If O recall the agreement requires the assent of all parties. Now I have long contended that there is too much money at stake for the EU to walk away merely because the US is pressing for unreasoned demands.

And while they make prognostications otherwise during the previous admin. When push comes to shove, that is too much economic potential on the table. And the EU is need of fresh income streams given the hemorrhage of the several state economies and more. While president Trump may be a convenient excuse, the choice would have been the same had Sec. Clinton or any other US president advocated pulling out of the deal. Though, I think they might have had more leverage because they most likely would not have challenged any issues as to NATO and sent heavy weapons and advisers to the Ukraine.

#13 Comment By SteveK9 On July 23, 2018 @ 7:58 pm

What would be interesting instead of vacuous statement would be to explain what ‘sanctions’ from the US would mean precisely, and precisely what methods would be used to circumvent them.

#14 Comment By SteveK9 On July 23, 2018 @ 7:59 pm

Sorry, I should have noticed ‘b’s’ comment above. He gets it and understands that specifics are what matters here, and the likelihood of seeing them enacted.

#15 Comment By TheSnark On July 23, 2018 @ 7:59 pm

The best scenario is what happened with N Korea: lurid threats followed by a summit, after which Trump claims victory and GREAT success while achieving nothing.

That is not likely in this case as there are several factions that want us to punish Iran (for adhering to the agreement?) or to start a war with them. So the best case scenario there is that Trump pushes everyone for more sanctions, backed by the threat of cutting them off from the US financial system.

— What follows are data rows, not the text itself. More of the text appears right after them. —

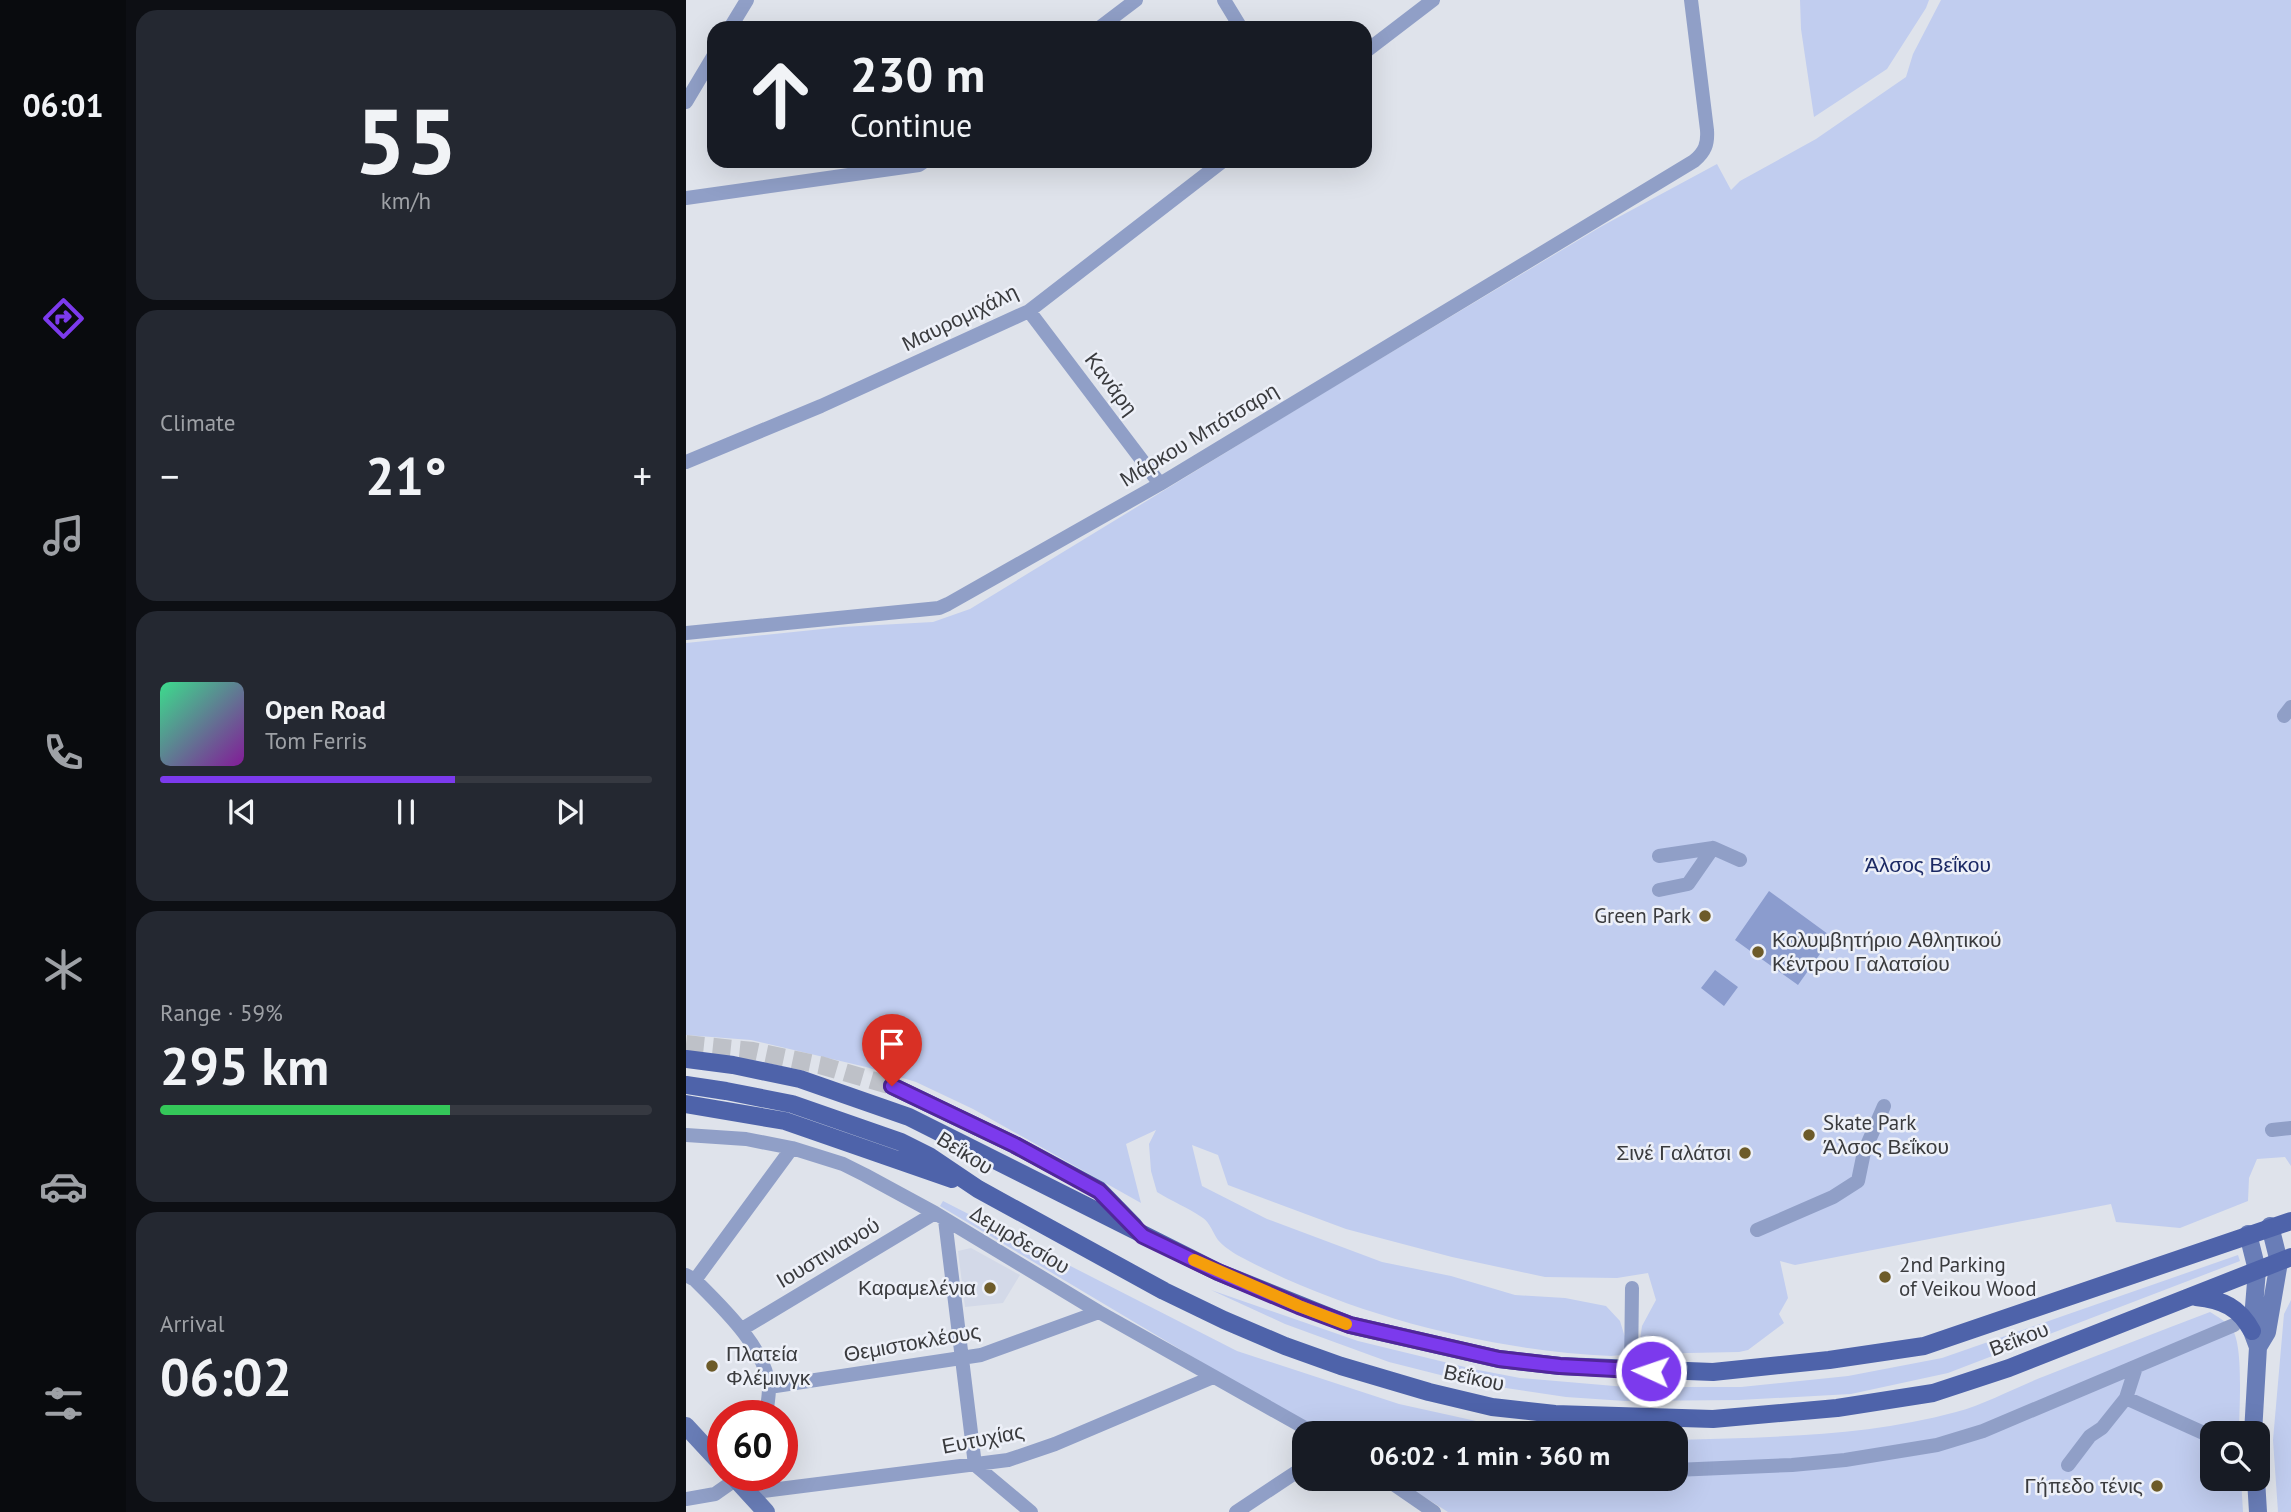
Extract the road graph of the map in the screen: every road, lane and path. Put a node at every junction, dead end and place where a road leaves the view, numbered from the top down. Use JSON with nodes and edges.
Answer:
{"nodes":[{"id":1,"x":747,"y":0,"type":"edge"},
{"id":2,"x":1136,"y":0,"type":"edge"},
{"id":3,"x":1224,"y":0,"type":"edge"},
{"id":4,"x":1433,"y":0,"type":"edge"},
{"id":5,"x":1691,"y":0,"type":"edge"},
{"id":6,"x":734,"y":21,"type":"edge"},
{"id":7,"x":1108,"y":21,"type":"edge"},
{"id":8,"x":1237,"y":21,"type":"edge"},
{"id":9,"x":1372,"y":47,"type":"edge"},
{"id":10,"x":707,"y":67,"type":"edge"},
{"id":11,"x":686,"y":102,"type":"edge"},
{"id":12,"x":898,"y":168,"type":"edge"},
{"id":13,"x":1214,"y":168,"type":"edge"},
{"id":14,"x":686,"y":198,"type":"edge"},
{"id":15,"x":1029,"y":310,"type":"junction"},
{"id":16,"x":686,"y":462,"type":"edge"},
{"id":17,"x":1160,"y":484,"type":"junction"},
{"id":18,"x":686,"y":633,"type":"edge"},
{"id":19,"x":1713,"y":848,"type":"junction"},
{"id":20,"x":1659,"y":856,"type":"dead end"},
{"id":21,"x":1740,"y":860,"type":"dead end"},
{"id":22,"x":1659,"y":890,"type":"dead end"},
{"id":23,"x":686,"y":1059,"type":"edge"},
{"id":24,"x":686,"y":1085,"type":"edge"},
{"id":25,"x":892,"y":1086,"type":"tunnel mouth"},
{"id":26,"x":686,"y":1104,"type":"edge"},
{"id":27,"x":1884,"y":1106,"type":"dead end"},
{"id":28,"x":2291,"y":1129,"type":"edge"},
{"id":29,"x":2272,"y":1130,"type":"dead end"},
{"id":30,"x":686,"y":1135,"type":"edge"},
{"id":31,"x":792,"y":1148,"type":"junction"},
{"id":32,"x":978,"y":1189,"type":"junction"},
{"id":33,"x":940,"y":1216,"type":"junction"},
{"id":34,"x":2291,"y":1221,"type":"edge"},
{"id":35,"x":2270,"y":1226,"type":"junction"},
{"id":36,"x":1757,"y":1230,"type":"dead end"},
{"id":37,"x":2248,"y":1234,"type":"junction"},
{"id":38,"x":1143,"y":1236,"type":"junction"},
{"id":39,"x":2285,"y":1259,"type":"edge"},
{"id":40,"x":2257,"y":1270,"type":"junction"},
{"id":41,"x":691,"y":1278,"type":"edge"},
{"id":42,"x":1632,"y":1287,"type":"dead end"},
{"id":43,"x":2192,"y":1296,"type":"junction"},
{"id":44,"x":1099,"y":1312,"type":"junction"},
{"id":45,"x":2234,"y":1325,"type":"dead end"},
{"id":46,"x":742,"y":1329,"type":"junction"},
{"id":47,"x":2255,"y":1339,"type":"junction"},
{"id":48,"x":962,"y":1359,"type":"junction"},
{"id":49,"x":2136,"y":1367,"type":"junction"},
{"id":50,"x":1631,"y":1370,"type":"junction"},
{"id":51,"x":1213,"y":1377,"type":"junction"},
{"id":52,"x":769,"y":1387,"type":"junction"},
{"id":53,"x":2126,"y":1398,"type":"junction"},
{"id":54,"x":768,"y":1400,"type":"edge"},
{"id":55,"x":1292,"y":1421,"type":"edge"},
{"id":56,"x":1587,"y":1421,"type":"edge"},
{"id":57,"x":1680,"y":1421,"type":"edge"},
{"id":58,"x":2248,"y":1421,"type":"edge"},
{"id":59,"x":686,"y":1426,"type":"edge"},
{"id":60,"x":2200,"y":1431,"type":"edge"},
{"id":61,"x":707,"y":1449,"type":"edge"},
{"id":62,"x":975,"y":1465,"type":"junction"},
{"id":63,"x":2068,"y":1465,"type":"dead end"},
{"id":64,"x":1688,"y":1469,"type":"edge"},
{"id":65,"x":1292,"y":1475,"type":"edge"},
{"id":66,"x":798,"y":1477,"type":"edge"},
{"id":67,"x":721,"y":1491,"type":"edge"},
{"id":68,"x":748,"y":1491,"type":"edge"},
{"id":69,"x":1403,"y":1491,"type":"edge"},
{"id":70,"x":2257,"y":1491,"type":"edge"},
{"id":71,"x":686,"y":1499,"type":"edge"},
{"id":72,"x":766,"y":1512,"type":"edge"},
{"id":73,"x":1031,"y":1512,"type":"edge"},
{"id":74,"x":1236,"y":1512,"type":"edge"},
{"id":75,"x":1434,"y":1512,"type":"edge"},
{"id":76,"x":2258,"y":1512,"type":"edge"}],
"edges":[{"from":1,"to":6,"type":"street"},
{"from":2,"to":7,"type":"street"},
{"from":3,"to":8,"type":"street"},
{"from":4,"to":9,"type":"street"},
{"from":5,"to":17,"type":"street","name":"Μάρκου Μπότσαρη"},
{"from":10,"to":11,"type":"street"},
{"from":12,"to":14,"type":"street"},
{"from":13,"to":15,"type":"street","name":"Μαυρομιχάλη"},
{"from":15,"to":16,"type":"street","name":"Μαυρομιχάλη"},
{"from":15,"to":17,"type":"street","name":"Κανάρη"},
{"from":17,"to":18,"type":"street","name":"Μάρκου Μπότσαρη"},
{"from":19,"to":20,"type":"street"},
{"from":19,"to":21,"type":"street"},
{"from":19,"to":22,"type":"street"},
{"from":23,"to":38,"type":"main road","name":"Βεΐκου"},
{"from":24,"to":32,"type":"main road","name":"Βεΐκου"},
{"from":25,"to":38,"type":"main road"},
{"from":26,"to":32,"type":"main road"},
{"from":27,"to":36,"type":"street"},
{"from":28,"to":29,"type":"street"},
{"from":30,"to":31,"type":"street","name":"Δεμιρδεσίου"},
{"from":31,"to":33,"type":"street","name":"Δεμιρδεσίου"},
{"from":31,"to":41,"type":"street"},
{"from":32,"to":56,"type":"main road","name":"Βεΐκου"},
{"from":33,"to":44,"type":"street","name":"Δεμιρδεσίου"},
{"from":33,"to":46,"type":"street","name":"Ιουστινιανού"},
{"from":33,"to":48,"type":"street"},
{"from":34,"to":35,"type":"main road","name":"Βεΐκου"},
{"from":35,"to":37,"type":"main road","name":"Βεΐκου"},
{"from":35,"to":39,"type":"street"},
{"from":37,"to":40,"type":"street"},
{"from":37,"to":50,"type":"main road","name":"Βεΐκου"},
{"from":38,"to":50,"type":"main road","name":"Βεΐκου"},
{"from":39,"to":40,"type":"main road","name":"Βεΐκου"},
{"from":39,"to":47,"type":"street"},
{"from":40,"to":43,"type":"main road","name":"Βεΐκου"},
{"from":40,"to":47,"type":"street"},
{"from":41,"to":46,"type":"street"},
{"from":42,"to":50,"type":"street"},
{"from":43,"to":47,"type":"main road"},
{"from":43,"to":57,"type":"main road","name":"Βεΐκου"},
{"from":44,"to":48,"type":"street","name":"Θεμιστοκλέους"},
{"from":44,"to":51,"type":"street","name":"Δεμιρδεσίου"},
{"from":45,"to":49,"type":"street"},
{"from":46,"to":52,"type":"street"},
{"from":47,"to":58,"type":"street"},
{"from":48,"to":52,"type":"street","name":"Θεμιστοκλέους"},
{"from":48,"to":62,"type":"street"},
{"from":49,"to":53,"type":"street"},
{"from":49,"to":64,"type":"street"},
{"from":51,"to":55,"type":"street","name":"Δεμιρδεσίου"},
{"from":51,"to":62,"type":"street","name":"Ευτυχίας"},
{"from":52,"to":54,"type":"street"},
{"from":53,"to":60,"type":"street"},
{"from":53,"to":63,"type":"street"},
{"from":59,"to":61,"type":"street"},
{"from":62,"to":66,"type":"street","name":"Ευτυχίας"},
{"from":62,"to":73,"type":"street"},
{"from":65,"to":74,"type":"street"},
{"from":67,"to":71,"type":"street","name":"Ευτυχίας"},
{"from":68,"to":72,"type":"street"},
{"from":69,"to":75,"type":"street"},
{"from":70,"to":76,"type":"street"}]}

That will just accelerate the day when an alternative financial system, probably run by China, is developed, and we are left out in the cold. As Clyde pointed out, that could lead to our bankruptcy.

Our leverage over global finance is one of our greatest strengths. It should be used rarely, and than only for issues that are really vital to the US.

#16 Comment By Falls Kirk On July 24, 2018 @ 5:45 am

“During Tehran’s Friday prayers on May 11 when a group of people started chanting against a number of European countries, the hardline prayer leader stopped them and asked them to chant only against the U.S. and Israel. “

And in truth they ought to be chanting against Israel alone, because Americans haven’t given a damn one way or another about Iran since the mid 1980s. No one I know cares about “the deal” or wants to bomb Iran.

This is a Binyamin Netanyahu production of a Binyamin Netanyahu film, directed and scored by Binyamin Netanyahu. Co-produced by Sheldon Adelson, of course.

Mueller ought to finish up the “Russian meddling” crap and start doing something about Israeli meddling, a more urgent and dangerous matter that already led to multiple catastrophes for America.

#17 Comment By Whine Merchant On July 24, 2018 @ 8:10 am

…and all the while, Xi Jinping assumes the mantle of world leader as his ‘One Belt – One Road’ bankrolls central Asia, undercuts Russian influence, and makes friends everywhere. America’s sweet spot lasted from 1915 – 2019, barely a century, just a fraction of other empires. But Trump’s true boss, Bibi, won’t care, as long as he can stay in power at any cost.

MAGA – hah!

#18 Comment By A rather stupid former trump supporter On July 24, 2018 @ 10:12 am

The USA will do what Israel tells it to do as long as Trump is in office.

#19 Comment By EliteCommInc. On July 24, 2018 @ 5:48 pm

“It is doubtful that any EU government has the intestinal fortitude to risk an open break with the US . . .”

You might be surprised what stat will do to feed their populations.

#20 Comment By tz On July 27, 2018 @ 5:52 pm

Closing the Strait of Hormuz would shrink the EU’s carbon footprint.